On 7/17/12 8:56 AM, "Douglas Bates" <bates at stat.wisc.edu> wrote:

>On Tue, Jul 17, 2012 at 8:14 AM, Dirk Eddelbuettel <edd at debian.org> wrote:
>>
>> On 16 July 2012 at 23:30, French, Joshua wrote:
>> | I am doing some linear algebra on large matrices in R and receiving
>>the
>> | following error:  "allocMatrix: too many elements specified".  From
>>what I
>> | understand, the error is caused by the fact that R uses 32-bit ints
>>and not
>> | 64-bit ints for matrix indices, so R doesn't have a way to represent
>>all the
>> | elements in the very large matrix.
>> |
>> | My two questions:
>> |
>> | 1.  Armadillo (and presumably RcppArmadillo) will not have this issue
>>since
>> | Armadillo provided support for 64-bit indices as of version 2.4.0.
>>Is there a
>> | way to easily utilize this functionality from within RcppArmadillo?
>>
>> I need to double check but this may have been a compile-time option you
>>need
>> to enable.
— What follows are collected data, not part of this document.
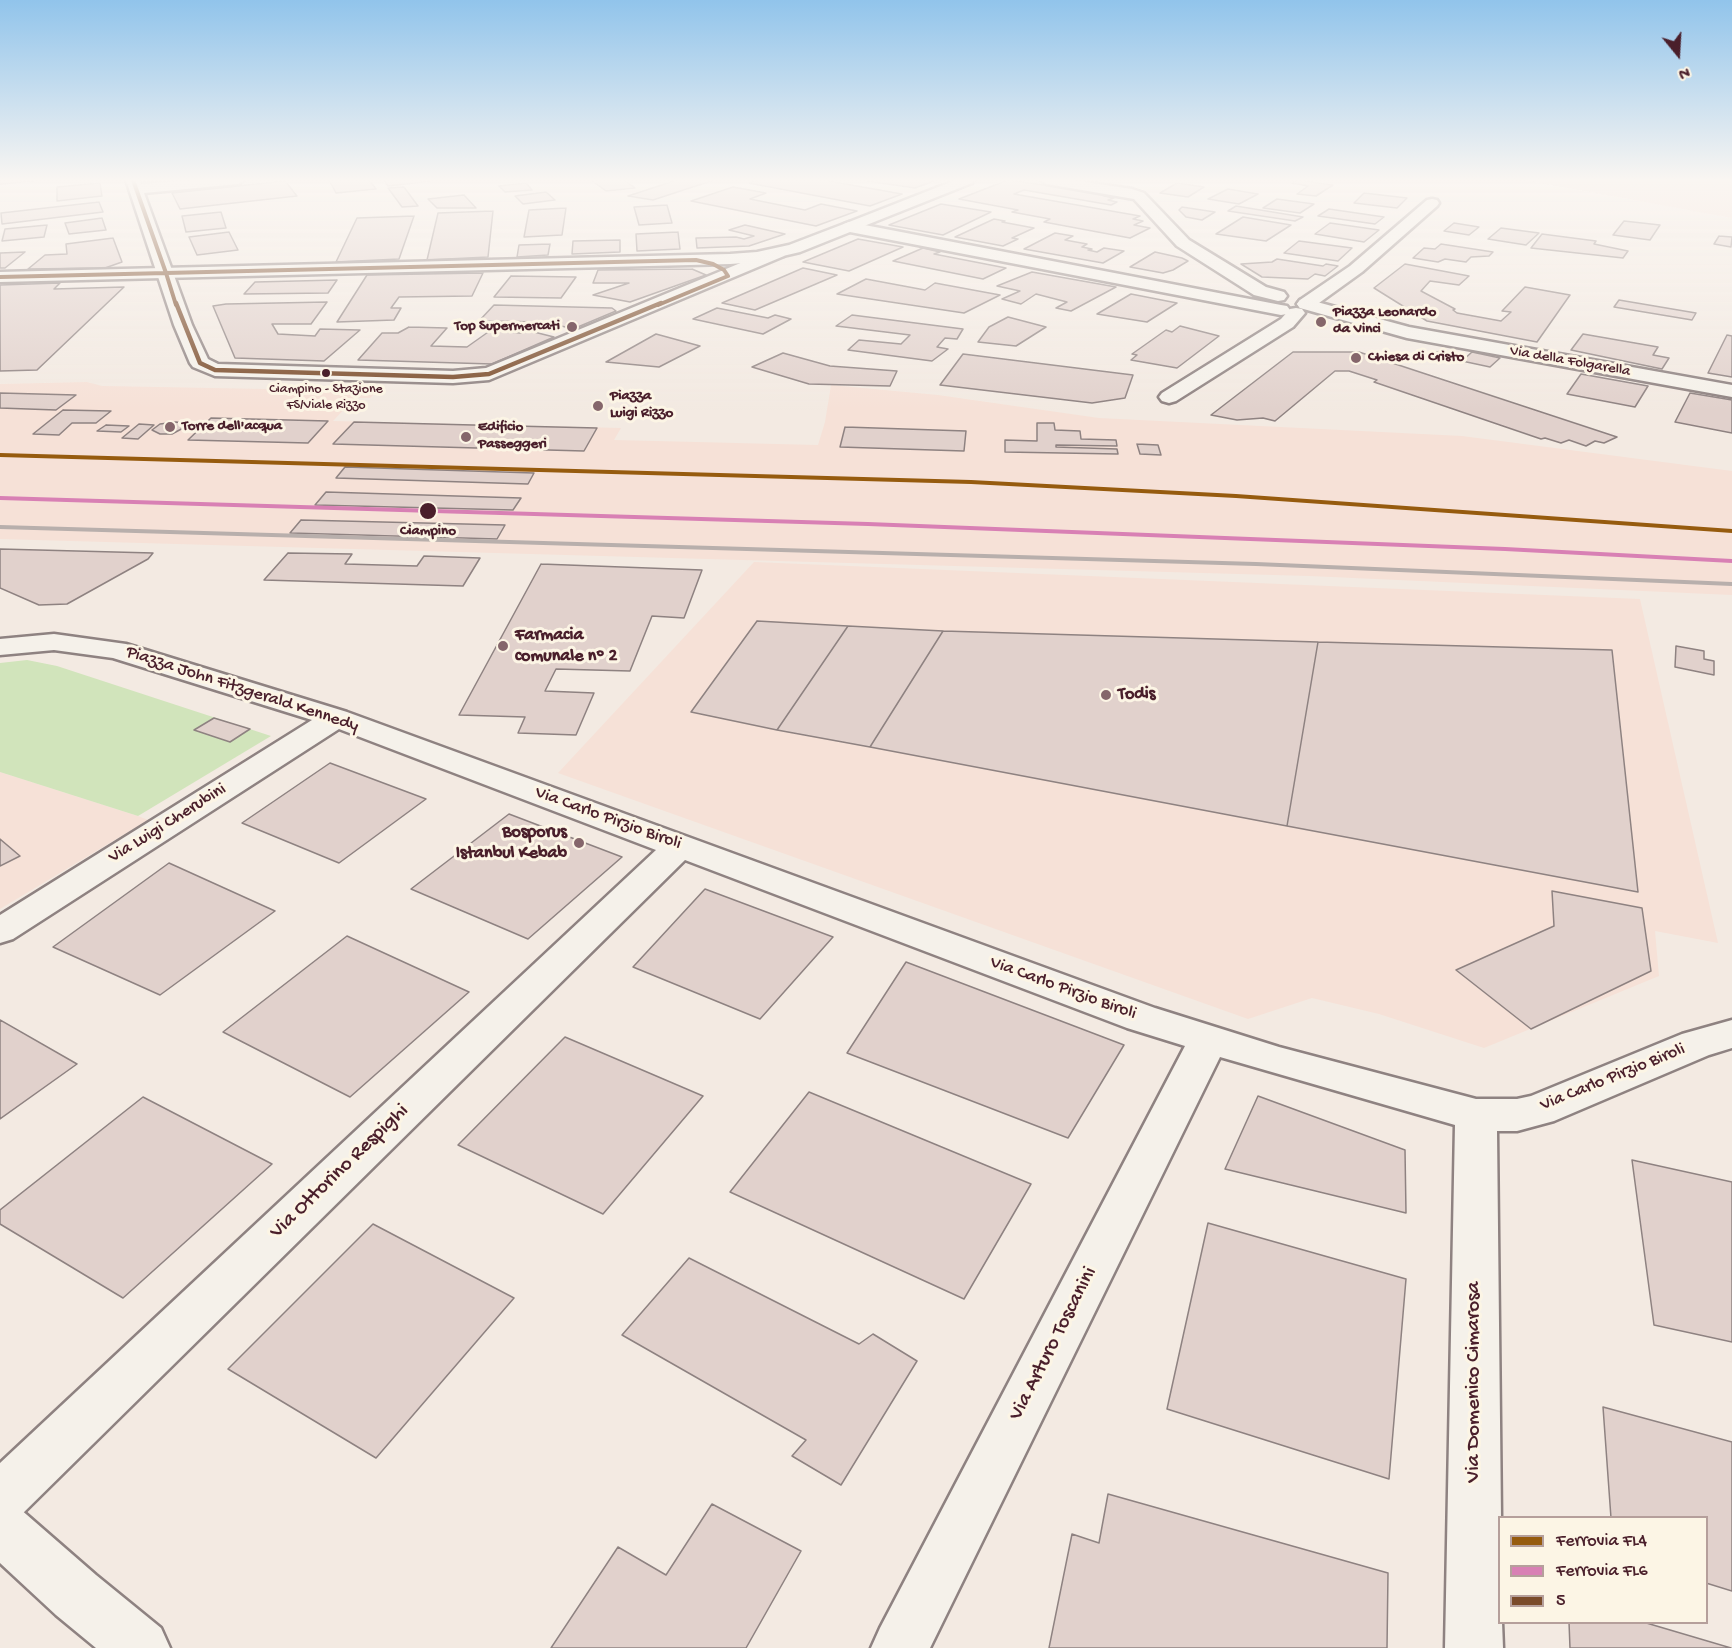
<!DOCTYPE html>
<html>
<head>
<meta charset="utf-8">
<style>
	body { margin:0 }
	#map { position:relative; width:1732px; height:1648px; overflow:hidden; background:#f3eae2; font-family:"Gochi Hand",sans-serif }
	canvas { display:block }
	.legend { position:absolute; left:1498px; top:1516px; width:210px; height:108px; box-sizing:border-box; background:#fcf5e5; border:2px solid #b59f9b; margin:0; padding:8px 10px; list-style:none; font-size:18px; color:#4a1f2b }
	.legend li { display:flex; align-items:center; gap:12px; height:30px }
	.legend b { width:30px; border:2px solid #b59f9b }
	.north { position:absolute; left:1648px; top:24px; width:60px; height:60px; -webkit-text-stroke:4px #fcf5e5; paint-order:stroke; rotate:162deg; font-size:16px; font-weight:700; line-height:24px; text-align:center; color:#4a1f2b }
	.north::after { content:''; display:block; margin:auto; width:21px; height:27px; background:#4a1f2b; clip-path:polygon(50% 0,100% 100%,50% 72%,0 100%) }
</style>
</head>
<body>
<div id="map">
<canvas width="1732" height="1648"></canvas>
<ul class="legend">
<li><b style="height:8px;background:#965b0e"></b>Ferrovia FL4</li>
<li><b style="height:8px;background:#d880b4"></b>Ferrovia FL6</li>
<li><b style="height:8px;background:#7a4b2a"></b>5</li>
</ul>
<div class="north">N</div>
</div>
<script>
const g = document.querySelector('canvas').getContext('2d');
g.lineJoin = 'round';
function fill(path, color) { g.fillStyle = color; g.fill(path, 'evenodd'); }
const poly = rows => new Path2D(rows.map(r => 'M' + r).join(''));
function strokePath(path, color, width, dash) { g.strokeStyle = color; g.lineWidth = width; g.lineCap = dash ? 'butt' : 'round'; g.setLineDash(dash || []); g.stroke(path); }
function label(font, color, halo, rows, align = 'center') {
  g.font = font + ' "Gochi Hand",sans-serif'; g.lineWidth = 6; g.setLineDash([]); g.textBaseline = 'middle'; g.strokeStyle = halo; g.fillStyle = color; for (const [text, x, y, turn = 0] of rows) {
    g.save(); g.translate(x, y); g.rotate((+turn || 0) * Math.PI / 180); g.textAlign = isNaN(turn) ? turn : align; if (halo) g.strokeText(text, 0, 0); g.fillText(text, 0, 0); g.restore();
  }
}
const built = poly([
	[1524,180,1732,180,1732,218],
	[87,382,102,386,378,391,370,398,355,398,333,421,621,428,614,440,818,445,825,422,831,385,938,395,1099,418,1462,436,1732,471,1732,595,1309,576,0,539,0,384],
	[754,562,1640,599,1718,943,1655,931,1659,976,1484,1048,1379,1014,1312,998,1248,1019,558,773],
	[0,772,138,816,148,820,0,909]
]);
const green = poly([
	[27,660,57,666,271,736,138,816,0,772,0,663]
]);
const building = poly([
	[0,180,43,180,0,184,0,180],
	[329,180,369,180,376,189,336,193,329,180],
	[384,180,429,180,431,181,388,186,384,180],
	[591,180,624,180,635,188,606,191,591,180],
	[677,180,714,180,653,200,628,196,677,180],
	[759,180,823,180,902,194,870,206,749,183,759,180],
	[861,180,936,180,915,188,861,180],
	[1008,180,1109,194,1104,196,1114,198,1108,200,1117,202,1111,205,1024,190,1014,194,1140,216,1133,219,1143,221,1134,225,1150,228,1130,238,1044,222,1050,219,1012,212,1018,210,959,199,1008,180],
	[1297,180,1333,185,1316,196,1297,194,1308,186,1292,183,1297,180],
	[285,181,297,196,180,209,172,193,285,181],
	[100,183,102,196,57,201,57,187,100,183],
	[526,183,532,190,505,192,499,186,526,183],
	[1177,183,1204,187,1188,197,1160,193,1177,183],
	[404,187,418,206,402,207,388,188,404,187],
	[733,187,766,193,750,199,805,210,821,204,857,211,816,226,691,201,733,187],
	[1228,189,1258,194,1239,204,1208,199,1228,189],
	[546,192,555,200,523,204,515,196,546,192],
	[1364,193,1407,198,1397,208,1354,203,1364,193],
	[464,195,476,208,437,208,428,199,464,195],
	[1277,199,1314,204,1300,213,1263,208,1277,199],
	[99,202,103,212,2,224,1,213,99,202],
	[941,204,991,212,943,235,889,225,941,204],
	[667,205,672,223,639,225,634,207,667,205],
	[1236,206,1303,217,1295,221,1228,211,1236,206],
	[1182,207,1215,212,1202,220,1186,217,1179,210,1182,207],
	[566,208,562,235,524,237,529,210,566,208],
	[1329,209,1384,217,1375,224,1318,216,1329,209],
	[493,211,488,257,427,260,438,213,493,211],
	[221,212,226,228,186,232,182,216,221,212],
	[414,216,399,259,336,262,357,218,414,216],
	[1243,217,1291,225,1266,241,1216,234,1243,217],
	[102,218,106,230,69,234,65,223,102,218],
	[994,219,1005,221,1002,222,1034,228,1012,238,1018,239,1003,246,955,237,994,219],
	[1624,221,1660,225,1650,240,1613,235,1624,221],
	[1330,223,1379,230,1364,242,1315,234,1330,223],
	[1454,223,1479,227,1469,235,1444,231,1454,223],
	[47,225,44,237,2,241,5,229,47,225],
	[745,225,785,234,749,246,697,248,696,238,736,237,744,239,754,236,729,230,745,225],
	[1501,228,1539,233,1526,245,1488,239,1501,228],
	[229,232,238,250,197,255,189,237,229,232],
	[678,232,680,249,637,251,636,234,678,232],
	[1055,233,1073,236,1065,240,1087,244,1082,247,1092,249,1088,250,1097,252,1104,248,1124,251,1103,263,1024,249,1055,233],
	[1542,234,1596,241,1594,244,1628,251,1623,258,1531,248,1542,234],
	[1719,236,1732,237,1731,247,1714,244,1719,236],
	[113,238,122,262,105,268,28,269,45,255,67,254,66,244,113,238],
	[858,239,903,247,849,271,803,262,858,239],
	[620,240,620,252,572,254,573,241,620,240],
	[1299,241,1352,248,1338,261,1284,253,1299,241],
	[550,244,548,255,517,257,519,245,550,244],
	[1441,244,1493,252,1489,256,1471,257,1466,262,1445,259,1438,262,1413,258,1424,248,1435,249,1441,244],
	[923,248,940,252,934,254,1006,268,983,279,893,261,923,248],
	[25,252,5,268,0,268,0,253,25,252],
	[1155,252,1182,258,1188,261,1173,270,1163,273,1130,267,1155,252],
	[1277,259,1323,266,1326,264,1338,266,1325,276,1315,274,1308,279,1262,277,1241,264,1272,262,1277,259],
	[1405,264,1469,276,1459,285,1430,281,1421,291,1455,309,1453,310,1457,313,1501,321,1511,312,1502,311,1525,287,1570,295,1537,342,1427,321,1374,288,1405,264],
	[803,268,837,275,755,310,722,303,803,268],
	[692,269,706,275,630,302,593,295,629,283,593,283,598,270,692,269],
	[1032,272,1116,287,1071,311,1056,308,1067,302,1036,294,1021,304,1002,299,1020,291,997,286,1032,272],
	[483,273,472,296,399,297,391,308,401,308,394,320,337,322,367,275,483,273],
	[511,276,576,277,561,298,494,297,511,276],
	[866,279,925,290,935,283,1000,295,964,313,837,294,866,279],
	[337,280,328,293,244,294,255,282,337,280],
	[60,283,54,289,124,287,37,370,0,371,0,285,60,283],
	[1131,294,1177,303,1147,322,1097,314,1131,294],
	[1619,300,1696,313,1692,320,1614,307,1619,300],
	[327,302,311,324,272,324,278,334,315,336,320,329,360,330,324,361,235,358,213,306,226,304,327,302],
	[494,305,612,308,616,311,573,329,546,322,479,321,494,305],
	[717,308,768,318,775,315,791,319,763,334,693,319,717,308],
	[852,315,963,329,957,339,945,338,937,347,948,349,932,361,848,350,859,340,901,344,910,335,836,326,852,315],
	[1008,317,1046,327,1016,346,978,342,989,327,1008,317],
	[1180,326,1219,336,1177,368,1131,360,1137,355,1132,354,1166,330,1172,332,1180,326],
	[409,327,447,328,431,346,467,347,491,330,520,333,530,331,554,337,492,364,358,360,382,333,398,333,409,327],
	[656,334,700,346,659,367,606,362,656,334],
	[1583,334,1658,347,1653,355,1669,358,1662,369,1571,350,1583,334],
	[1727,335,1732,336,1732,377,1708,373,1727,335],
	[1442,351,1461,358,1447,361,1428,354,1442,351],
	[1293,352,1359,352,1617,437,1604,443,1595,441,1586,446,1569,440,1561,443,1545,438,1541,439,1374,382,1377,380,1349,371,1335,371,1275,421,1263,418,1237,420,1211,415,1293,352],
	[1472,352,1500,358,1490,367,1462,361,1472,352],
	[783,353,830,366,897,371,890,386,809,384,752,367,783,353],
	[963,354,1133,375,1125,398,1092,403,940,385,963,354],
	[1581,374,1648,386,1635,407,1567,394,1581,374],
	[0,393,76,395,56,410,0,408,0,393],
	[1690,393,1732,400,1732,433,1675,422,1690,393],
	[63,410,111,411,96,423,72,423,59,435,33,434,63,410],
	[211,418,328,421,308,443,188,440,211,418],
	[176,422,184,423,187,426,172,434,160,434,152,430,160,424,176,422],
	[354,422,473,425,597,428,584,451,333,444,354,422],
	[1037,423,1054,423,1055,430,1080,431,1081,439,1116,440,1117,446,1056,445,1056,447,1117,449,1118,454,1005,452,1005,440,1037,441,1037,423],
	[139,424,154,425,138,439,122,438,139,424],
	[106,425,129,426,121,432,97,431,106,425],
	[845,427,966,431,964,451,840,447,845,427],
	[1137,444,1158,445,1161,455,1140,454,1137,444],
	[345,467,534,473,528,484,336,478,345,467],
	[326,492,521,498,513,510,315,505,326,492],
	[301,520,505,525,497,539,290,533,301,520],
	[0,549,153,553,148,559,67,604,39,605,0,588,0,549],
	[288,553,352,554,345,564,417,566,424,556,480,558,463,586,264,580,288,553],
	[541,564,702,570,684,618,652,616,630,671,556,669,545,691,594,693,576,735,518,733,525,717,459,715,541,564],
	[757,621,848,626,777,730,691,712,757,621],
	[848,626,943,631,870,747,777,730,848,626],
	[943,631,1318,642,1287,826,870,747,943,631],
	[1318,642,1612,650,1638,892,1287,826,1318,642],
	[1676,646,1704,651,1704,659,1714,661,1714,675,1675,667,1676,646],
	[214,718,250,729,230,742,194,730,214,718],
	[330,763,426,799,339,863,242,823,330,763],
	[509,814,622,857,528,939,411,889,509,814],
	[0,839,20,856,0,866,0,839],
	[169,863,275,911,160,995,53,947,169,863],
	[705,889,833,937,760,1019,633,967,705,889],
	[1552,891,1642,908,1651,971,1531,1029,1456,970,1554,926,1552,891],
	[347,936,469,992,350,1097,223,1032,347,936],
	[906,962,1124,1045,1068,1138,847,1053,906,962],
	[0,1020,77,1064,0,1119,0,1020],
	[565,1037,703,1096,603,1214,458,1145,565,1037],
	[809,1092,1031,1184,964,1299,730,1192,809,1092],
	[1258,1096,1405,1150,1406,1213,1225,1169,1258,1096],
	[143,1097,272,1164,123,1298,0,1224,0,1210,143,1097],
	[1632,1160,1732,1182,1732,1342,1654,1325,1632,1160],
	[1208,1223,1406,1279,1389,1479,1167,1409,1208,1223],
	[373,1224,514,1298,376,1458,228,1369,373,1224],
	[689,1258,859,1344,873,1334,917,1361,841,1485,792,1456,806,1440,622,1335,689,1258],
	[1603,1407,1732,1442,1732,1591,1706,1583,1706,1518,1611,1518,1603,1407],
	[1108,1494,1388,1573,1387,1648,1049,1648,1072,1534,1099,1543,1108,1494],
	[712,1504,801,1551,746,1648,551,1648,618,1547,666,1575,712,1504],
	[1569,1622,1643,1622,1731,1648,1570,1648,1569,1622]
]);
const minor = poly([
	[126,180,140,180,141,184,195,180,245,180,238,184,144,193,192,325,208,359,218,364,453,371,486,368,772,250,778,248,786,253,784,256,489,380,453,383,215,376,193,367,190,363,174,325,126,180],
	[956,180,974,180,972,183,854,230,849,232,841,227,844,224,956,180],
	[1432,199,1437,200,1439,203,1437,206,1362,272,1312,308,1300,308,1297,304,1300,300,1350,266,1427,200,1432,199],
	[1296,308,1302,309,1305,313,1293,327,1176,401,1169,403,1162,401,1159,397,1162,393,1281,319,1290,309,1296,308],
	[54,634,126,644,347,712,1155,1008,1279,1047,1476,1099,1517,1099,1531,1096,1682,1034,1732,1020,1732,1048,1709,1055,1554,1121,1517,1131,1497,1131,1501,1518,1500,1518,1500,1622,1502,1622,1503,1648,1445,1648,1455,1125,1220,1057,930,1648,871,1648,880,1628,1185,1046,1127,1028,685,860,19,1517,0,1525,0,1463,656,850,339,729,13,939,0,943,0,915,312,720,113,658,54,650,0,655,0,639,54,634]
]);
const tertiary = poly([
	[1040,180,1072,180,1132,189,1144,193,1189,240,1266,287,1284,292,1287,296,1284,300,1278,301,1254,295,1177,246,1134,199,1047,184,1040,180],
	[849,222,1281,305,1287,306,1290,310,1287,314,1281,315,850,232,800,252,757,262,730,264,0,282,0,272,730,254,757,252,789,245,849,222],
	[1306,299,1409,327,1732,385,1732,397,1407,338,1300,308,1297,304,1300,300,1306,299],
	[0,1500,19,1508,96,1575,161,1628,170,1648,96,1648,56,1615,0,1563,0,1500]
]);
const rail = poly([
	[0,527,1256,564,1732,584]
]);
const bus1Far1 = poly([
	[133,180,166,273],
	[0,277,166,273],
	[176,305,166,273,696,260,713,264,724,270,728,276,658,305]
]);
const bus1 = poly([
	[176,303,200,363,215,370,453,377,489,374,661,303]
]);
const rail1 = poly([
	[0,453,971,480,1236,494,1732,529,1732,533,1236,498,971,484,0,457,0,453]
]);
const rail2 = poly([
	[0,496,868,522,1505,547,1732,559,1732,563,1505,551,868,526,0,500,0,496]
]);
const markers = [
	[1321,322,6,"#85666b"],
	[572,327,6,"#85666b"],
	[1356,358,6,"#85666b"],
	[326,373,5,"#4a1f2b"],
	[598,406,6,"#85666b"],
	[170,427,6,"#85666b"],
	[466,437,6,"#85666b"],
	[428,511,9,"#4a1f2b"],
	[503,646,6,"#85666b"],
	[1106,695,6,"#85666b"],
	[579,843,6,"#85666b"]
];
const farBusnames = [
	["Ciampino - Stazione",326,390],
	["FS/Viale Rizzo",326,406]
];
const farPoinames = [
	["Piazza Leonardo",1333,313],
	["da Vinci",1333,330],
	["Top Supermercati",560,327,"right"],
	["Chiesa di Cristo",1368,358],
	["Piazza",610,397],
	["Luigi Rizzo",610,414],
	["Torre dell'acqua",182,427],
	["Edificio",478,428],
	["Passeggeri",478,445]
];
const farStreetnames = [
	["Via della Folgarella",1570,362,10]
];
const farStopnames = [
	["Ciampino",428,532]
];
const poiNames = [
	["Farmacia",515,636],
	["comunale nº 2",515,657],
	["Todis",1118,695],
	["Bosporus",567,833,"right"],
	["Istanbul Kebab",567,854,"right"]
];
const streetNames = [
	["Piazza John Fitzgerald Kennedy",242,690,18],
	["Via Carlo Pirzio Biroli",608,819,20],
	["Via Luigi Cherubini",168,824,-32],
	["Via Carlo Pirzio Biroli",1063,989,20],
	["Via Carlo Pirzio Biroli",1613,1078,-22]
];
const nearStreetnames = [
	["Via Ottorino Respighi",340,1172,-44],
	["Via Arturo Toscanini",1054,1344,-63],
	["Via Domenico Cimarosa",1475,1382,-90]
];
fill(built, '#f6e1d7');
fill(green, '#d1e4bb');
fill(building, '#e1d1cc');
strokePath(building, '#8e8281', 1.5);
strokePath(minor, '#8e8281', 5);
strokePath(tertiary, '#8e8281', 5);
fill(minor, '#f5f1ea');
fill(tertiary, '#f5f1ea');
strokePath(rail, '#b8afac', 4);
strokePath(bus1Far1, '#7a4b2a', 4);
strokePath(bus1, '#7a4b2a', 4.5);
fill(rail1, '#965b0e');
fill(rail2, '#d880b4');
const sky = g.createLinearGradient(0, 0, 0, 410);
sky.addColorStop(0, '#91c4eb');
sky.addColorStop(0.44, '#faf6f2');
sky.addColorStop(1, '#faf6f200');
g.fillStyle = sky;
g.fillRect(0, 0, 1732, 410);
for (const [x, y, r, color] of markers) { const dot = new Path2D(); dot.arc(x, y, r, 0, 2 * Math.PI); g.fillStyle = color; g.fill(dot); strokePath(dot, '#fcf5e5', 2); }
label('14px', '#4a1f2b', '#fcf5e5', farBusnames);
label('bold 15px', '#4a1f2b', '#fcf5e5', farPoinames, 'left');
label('15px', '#4a1f2b', '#fcf5e5', farStreetnames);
label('bold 15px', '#4a1f2b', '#fcf5e5', farStopnames);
label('bold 18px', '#4a1f2b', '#fcf5e5', poiNames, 'left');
label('18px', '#4a1f2b', '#fcf5e5', streetNames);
label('21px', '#4a1f2b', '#fcf5e5', nearStreetnames);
</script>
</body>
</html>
In any event ... R indices are still limited so you may not
>>be
>> able to pass these back and forth.
>>
>> | 2.  I have found in the past that some of the speeds gains from
>>RcppArmadillo
>> | in comparison to pure R are lost when passing large matrices as
>>arguments.
>> |  There will always be overhead when passing arguments (especially
>>large matrix
>> | arguments) to pretty much any function.  Are there any tricks to
>>minimize the
>> | overhead when passing a non-sparse matrix argument of say 1,000,000
>>by 500 from
>> | R to Armadillo?
>>
>> I defer all question concerning sparse matrices to Doug and other users
>>of
>> sparse matrix code.  I live mostly in a small-to-medium size dense
>>matrix world.
>
>Actually the question was about non-sparse matrices.  It looks as if
>it is the number of rows in the matrix that will be problematic.  An
>upper bound on the number of rows is the maximum integer value divided
>by the number of columns.
>
>> .Machine$integer.max / 500
>[1] 4294967
>
>I would try not to exceed about 1/2 to 1/4 of that bound.
>
>A simple way of handling data sets that are much larger than that is
>to work with a sample of the rows.  If that is not feasible then I
>would create a list of matrices each of size 1,000,000 by 500 or so
>and vertically concatenate them in the  C++ code.  Of course, this
>means a copying operation.  Also, when you are finished if you need to
>pass results back to R then you face a similar problem getting a large
>matrix in C++ back into R storage.
>
>You can create a read-only matrix in C++ using the storage from R as
>described by Christian for RcppArmadillo or using the Eigen::Map class
>in RcppEigen.
>
>What are you (Joshua) doing with these large matrices?  If the main
>calculations involve X'X-type calculations you can carry out the
>calculations on horizontal chunks and then assemble the results.